¿Serpientes como mascotas? Tiene sus riesgos

Serpientes como mascotas

Las serpientes son reconocidas por ser fieles a sus dueños. Sin embargo, y a pesar que el entorno ha cambiado, no es usual que un reptil de este tipo sea la mascota predilecta de alguien. Y es que solo quien se apasiona con lo más salvaje y no siente miedo por un animal tan impredecible se atreve a tenerlo en su hogar.

Si ya has decidido tener una serpiente como mascota debes saber que eso implica riesgos y cuidados muy específicos en función de las especies que elijas. Sobre los riesgos que supone tener una serpiente como mascota versa el presente artículo.

Terrario

Antes de traer la serpiente a casa debes asegurarte de tener un terrario para que ella viva. Recuerda que a diferencia de otras mascotas como el perro o el gato, puede ser peligro, incluso para ti, tener una serpiente suelta por la vivienda.
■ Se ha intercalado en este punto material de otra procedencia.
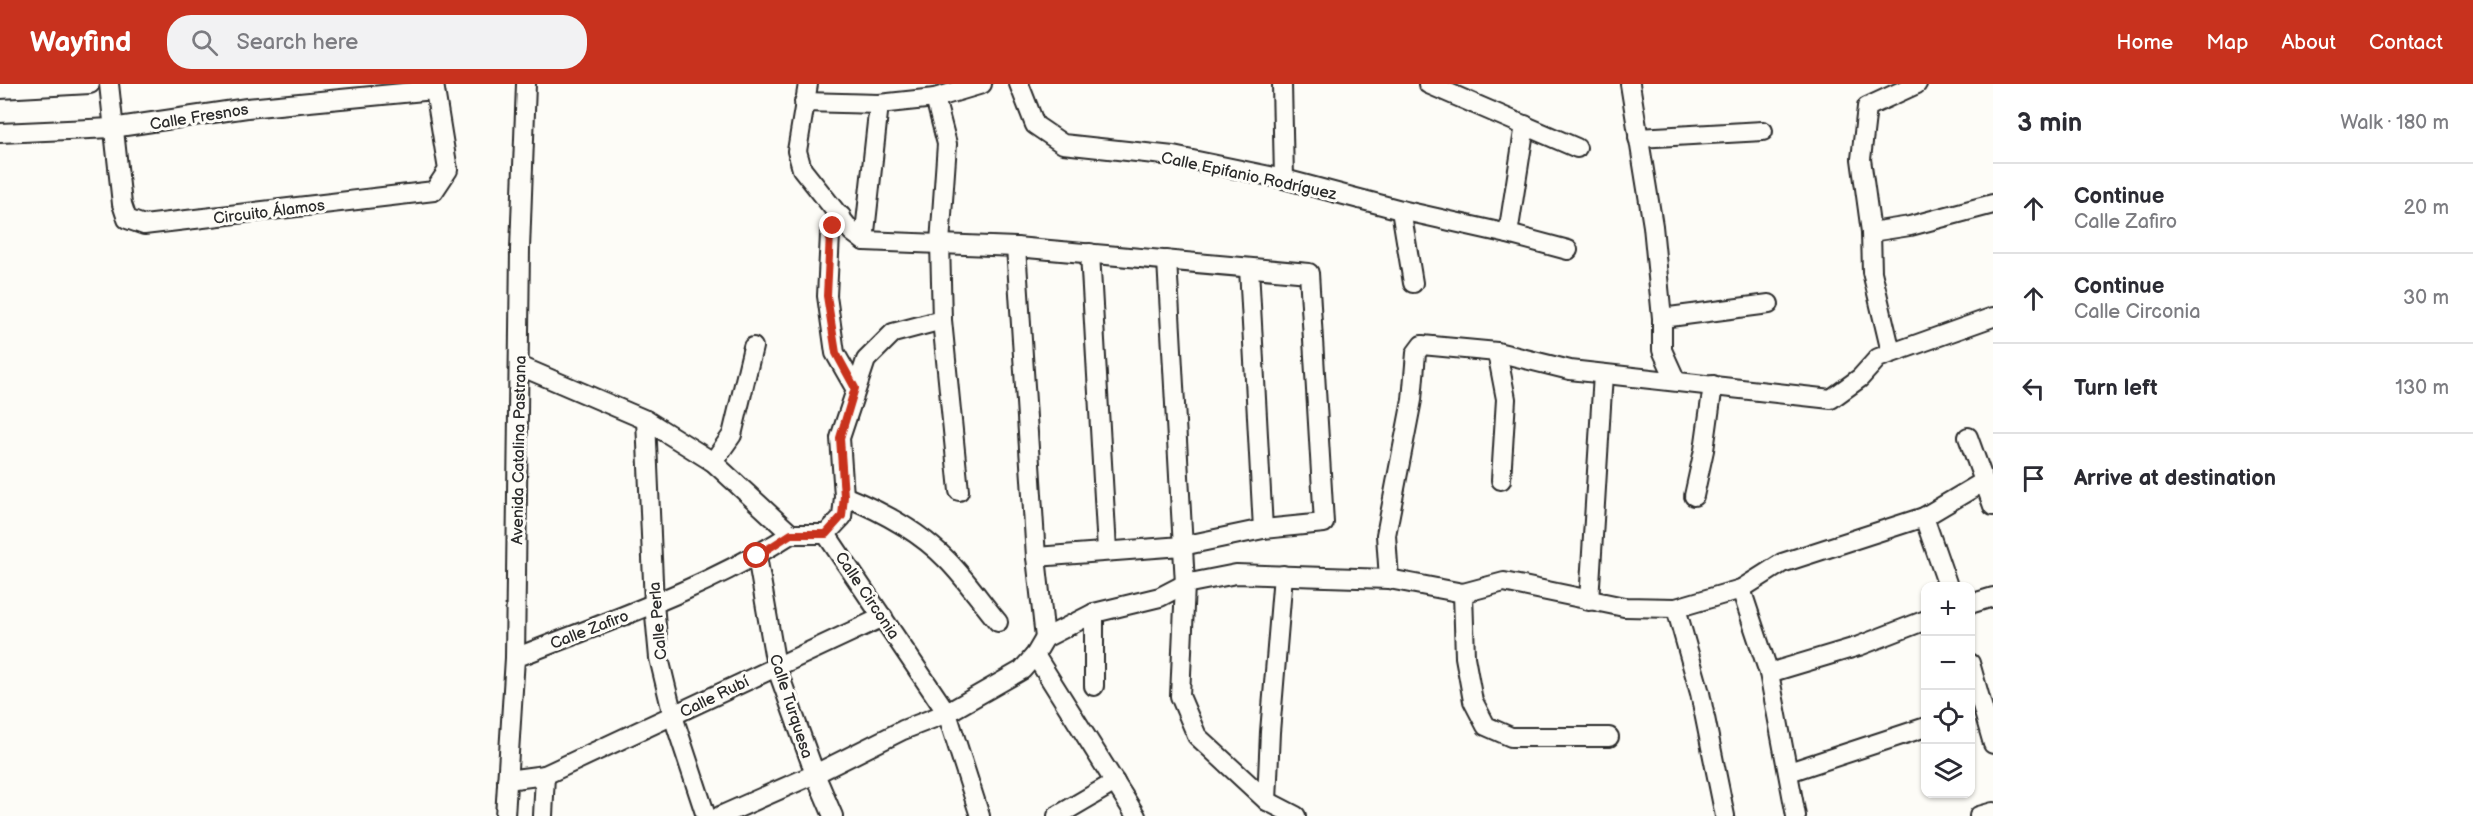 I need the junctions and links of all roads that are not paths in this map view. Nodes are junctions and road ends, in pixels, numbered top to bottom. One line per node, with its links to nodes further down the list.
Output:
1 (90, 84): 11 (street)
2 (109, 84): 16 (street, Circuito Álamos)
3 (526, 84): 43 (street, Avenida Catalina Pastrana)
4 (982, 84): 13 (street)
5 (1019, 84): 21 (street, Calle Epifanio Rodríguez)
6 (1282, 84): 21 (street)
7 (1428, 84): 15 (street)
8 (1630, 84): 19 (street)
9 (1917, 84): 25 (street)
10 (434, 87): 16 (street, Calle Fresnos); 16 (street, Circuito Álamos)
11 (0, 89)
12 (806, 93): 14 (street); 24 (street)
13 (935, 98): 14 (street); 28 (street)
14 (879, 105): 27 (street)
15 (1525, 125): 20 (street); 26 (street)
16 (112, 128): 18 (street, Calle Fresnos)
17 (1763, 131): 19 (street)
18 (0, 133)
19 (1638, 138): 37 (street)
20 (1577, 148)
21 (1284, 179): 23 (street, Calle Epifanio Rodríguez)
22 (1993, 204): 25 (street)
23 (1401, 210): 26 (street, Calle Epifanio Rodríguez); 34 (street)
24 (841, 216): 27 (street); 48 (street)
25 (1872, 232): 42 (street)
26 (1508, 234): 30 (street, Calle Epifanio Rodríguez)
27 (864, 241): 28 (street)
28 (940, 243): 29 (street); 38 (street)
29 (1016, 247): 31 (street); 65 (street)
30 (1568, 250)
31 (1090, 253): 32 (street); 63 (street)
32 (1167, 260): 33 (street); 62 (street)
33 (1249, 268): 59 (street); 59 (street)
34 (1413, 283)
35 (1769, 304): 37 (street)
36 (1993, 317): 42 (street)
37 (1662, 318): 40 (street)
38 (942, 320): 48 (street); 54 (street)
39 (753, 347): 51 (street)
40 (1662, 351): 45 (street); 46 (street)
41 (1497, 352): 44 (street); 52 (street); 67 (street)
42 (1885, 355): 47 (street)
43 (520, 366): 49 (street); 83 (street, Avenida Catalina Pastrana)
44 (1603, 374): 45 (street); 73 (street)
45 (1640, 377): 46 (street)
46 (1676, 381): 47 (street)
47 (1713, 385): 56 (street)
48 (855, 388): 55 (street)
49 (646, 420): 51 (street); 75 (street, Calle Perla)
50 (1968, 437): 53 (street)
51 (713, 462): 60 (street)
52 (1501, 480)
53 (1983, 482): 57 (street); 58 (street)
54 (959, 491)
55 (844, 496): 61 (street); 79 (street)
56 (1694, 496)
57 (1993, 506)
58 (1924, 517): 68 (street); 70 (street)
59 (1263, 529): 62 (street)
60 (791, 534): 61 (street, Calle Circonia); 64 (street, Calle Zafiro)
61 (826, 534): 78 (street, Calle Circonia)
62 (1182, 546): 63 (street); 69 (street)
63 (1107, 550): 65 (street)
64 (757, 556): 75 (street, Calle Zafiro); 84 (street, Calle Turquesa)
65 (1036, 556): 81 (street)
66 (1282, 575): 67 (street); 69 (street); 99 (street)
67 (1389, 579): 71 (street)
68 (1947, 582)
69 (1185, 584): 77 (street); 99 (street)
70 (1741, 589): 76 (street); 85 (street)
71 (1463, 593): 73 (street); 92 (street)
72 (1993, 597): 74 (street)
73 (1589, 601): 76 (street)
74 (1975, 603)
75 (654, 604): 83 (street, Calle Zafiro); 90 (street, Calle Perla)
76 (1676, 608): 110 (street)
77 (1094, 614): 81 (street); 87 (street)
78 (883, 617): 84 (street, Calle Rubí); 89 (street, Calle Circonia)
79 (998, 622)
80 (1921, 622): 85 (street)
81 (1045, 638): 82 (street)
82 (1035, 655): 89 (street); 98 (street)
83 (515, 658): 97 (street, Avenida Catalina Pastrana)
84 (776, 666): 90 (street, Calle Rubí); 95 (street, Calle Turquesa)
85 (1769, 673): 94 (street)
86 (1975, 680): 88 (street)
87 (1094, 686)
88 (1982, 709): 93 (street)
89 (948, 713): 95 (street); 106 (street, Calle Circonia)
90 (673, 716): 96 (street, Calle Rubí); 103 (street, Calle Perla)
91 (1921, 729): 94 (street)
92 (1610, 736)
93 (1993, 744)
94 (1789, 772): 111 (street)
95 (815, 774): 104 (street); 105 (street, Calle Turquesa)
96 (545, 775): 97 (street, Calle Rubí); 102 (street)
97 (507, 780): 101 (street, Avenida Catalina Pastrana)
98 (1116, 782): 107 (street); 108 (street)
99 (1267, 801): 109 (street)
100 (1993, 812): 112 (street)
101 (506, 816)
102 (543, 816)
103 (706, 816)
104 (720, 816)
105 (833, 816)
106 (980, 816)
107 (1057, 816)
108 (1136, 816)
109 (1296, 816)
110 (1725, 816)
111 (1796, 816)
112 (1979, 816) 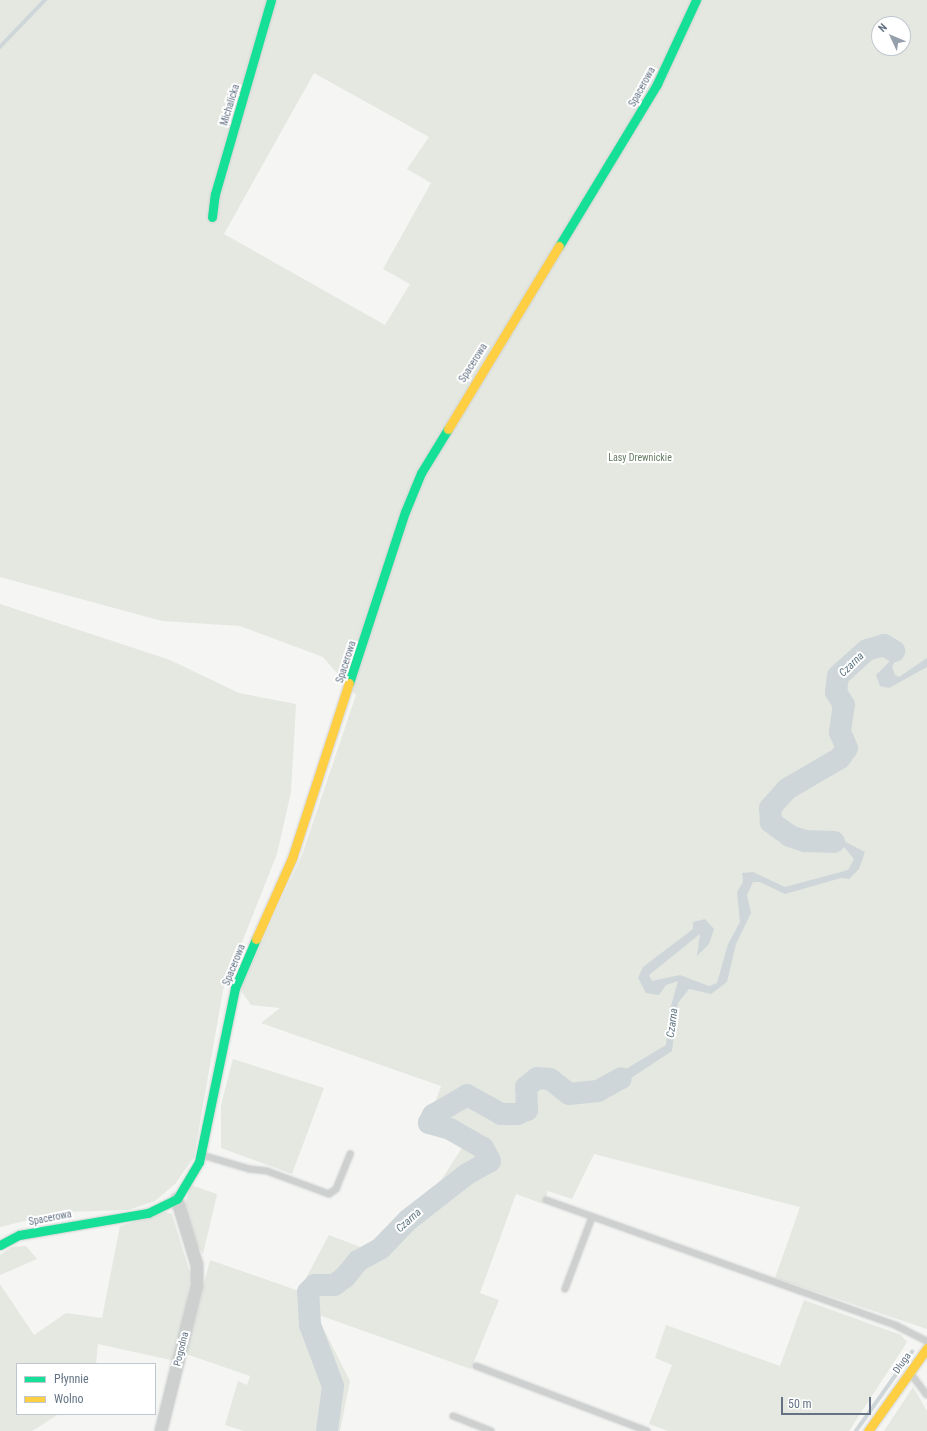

El terrario debe tener suficientes dimensiones como para que el animal pueda desplazarse, es por ello que debes elegirlo en función de la especie y el tamaño que alcance una vez llegado a la adultez.

Las condiciones del hábitat de una serpiente son muy específicas, y varían según el ejemplar. No obstante, para tener una serpiente es imprescindible propiciarle la temperatura adecuada pues son animales de sangre fría.

Especial cuidado se debe prestar a que la serpiente permanezca dentro del terrario no solo porque puede significar un peligro en potencia para quienes viven en la casa, sino porque puede sufrir numerosos accidentes.

Las condiciones de vida de las serpientes son muy específicas. Si sale del terrario se expone a temperaturas que no son las adecuadas para su vida. De igual forma puede golpearse con algún objeto de la casa, o escapar por las ventanas o cuanta rendija encuentre a su paso, recuerda que es un animal muy escurridizo. Si existen otras mascotas en casa los cuidados deben extremarse, sobre todo sin son de pequeños tamaño.

Serpientes como mascotas y sus riesgos

Fuente: InfoSerpientes.com

Tampoco se recomienda tener suelta, e incluso tener una serpiente en la casa cuando hay un niño pequeño. Recuerda que los infantes no tienen noción del peligro y pueden ver al reptil como un juguete más. Esta no será la misma percepción por parte del animal, que se sentirá amenazado y lo atacará.

Especies más peligrosas

La primera tarea a realizar cuando se pretende llevar una serpiente a casa es buscar información sobre ella. Nunca adoptes una serpiente que sea venenosa o constrictora. Son especialmente peligrosas la boa o pitón.

Si bien este animal se considera entre las serpientes más dóciles, debes saber que un abrazo suyo puede significar la muerte porque es capaz de detener la circulación de la sangre. Como un animal salvaje, puede atacar a todos los que se pongan en su camino aun cuando no suponga una amenaza.

Por otro lado debes considerar el tamaño que el ejemplar tendrá cuando llegue a la adultez. Recuerda que algunos pueden medir hasta dos m. de largo y pesar 50 kg, lo que le da la opción de subir al cuello de un humano y estrangularlo. No son pocas la muerte ocurridas por situaciones como la anteriormente descrita.

Para quienes desean tener una serpiente como mascota, lo mejor es no descuidarse de ella para evitar que se escape y pueda ocasionar lesiones y daños a las personas de la casa o a los vecinos.